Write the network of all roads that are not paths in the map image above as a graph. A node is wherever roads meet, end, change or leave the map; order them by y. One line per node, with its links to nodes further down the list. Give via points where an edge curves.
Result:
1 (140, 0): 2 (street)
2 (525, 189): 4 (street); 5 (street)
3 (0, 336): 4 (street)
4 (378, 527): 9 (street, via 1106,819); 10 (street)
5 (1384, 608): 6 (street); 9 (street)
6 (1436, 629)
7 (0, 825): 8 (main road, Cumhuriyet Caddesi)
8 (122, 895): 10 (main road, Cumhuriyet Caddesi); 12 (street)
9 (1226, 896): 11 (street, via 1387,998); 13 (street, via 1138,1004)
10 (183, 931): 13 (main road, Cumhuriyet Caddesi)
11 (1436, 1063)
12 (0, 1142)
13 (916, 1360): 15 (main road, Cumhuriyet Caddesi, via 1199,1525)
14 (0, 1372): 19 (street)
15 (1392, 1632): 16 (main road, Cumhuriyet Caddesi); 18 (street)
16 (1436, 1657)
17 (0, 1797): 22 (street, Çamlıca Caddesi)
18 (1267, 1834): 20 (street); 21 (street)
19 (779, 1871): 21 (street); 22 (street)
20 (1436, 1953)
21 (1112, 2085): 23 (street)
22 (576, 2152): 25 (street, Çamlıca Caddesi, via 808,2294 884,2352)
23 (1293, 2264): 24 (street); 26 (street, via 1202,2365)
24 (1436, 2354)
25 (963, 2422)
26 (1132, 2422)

++++++++++++++++++++

#### [Assignment]
Your task is to set down all of the entries exactly as they appear.

#### [Solution]
Write the network of all roads that are not paths in the map image above as a graph. A node is wherever roads meet, end, change or leave the map; order them by y. One line per node, with its links to nodes further down the list. Give via points where an edge curves.
Result:
1 (140, 0): 2 (street)
2 (525, 189): 4 (street); 5 (street)
3 (0, 336): 4 (street)
4 (378, 527): 9 (street, via 1106,819); 10 (street)
5 (1384, 608): 6 (street); 9 (street)
6 (1436, 629)
7 (0, 825): 8 (main road, Cumhuriyet Caddesi)
8 (122, 895): 10 (main road, Cumhuriyet Caddesi); 12 (street)
9 (1226, 896): 11 (street, via 1387,998); 13 (street, via 1138,1004)
10 (183, 931): 13 (main road, Cumhuriyet Caddesi)
11 (1436, 1063)
12 (0, 1142)
13 (916, 1360): 15 (main road, Cumhuriyet Caddesi, via 1199,1525)
14 (0, 1372): 19 (street)
15 (1392, 1632): 16 (main road, Cumhuriyet Caddesi); 18 (street)
16 (1436, 1657)
17 (0, 1797): 22 (street, Çamlıca Caddesi)
18 (1267, 1834): 20 (street); 21 (street)
19 (779, 1871): 21 (street); 22 (street)
20 (1436, 1953)
21 (1112, 2085): 23 (street)
22 (576, 2152): 25 (street, Çamlıca Caddesi, via 808,2294 884,2352)
23 (1293, 2264): 24 (street); 26 (street, via 1202,2365)
24 (1436, 2354)
25 (963, 2422)
26 (1132, 2422)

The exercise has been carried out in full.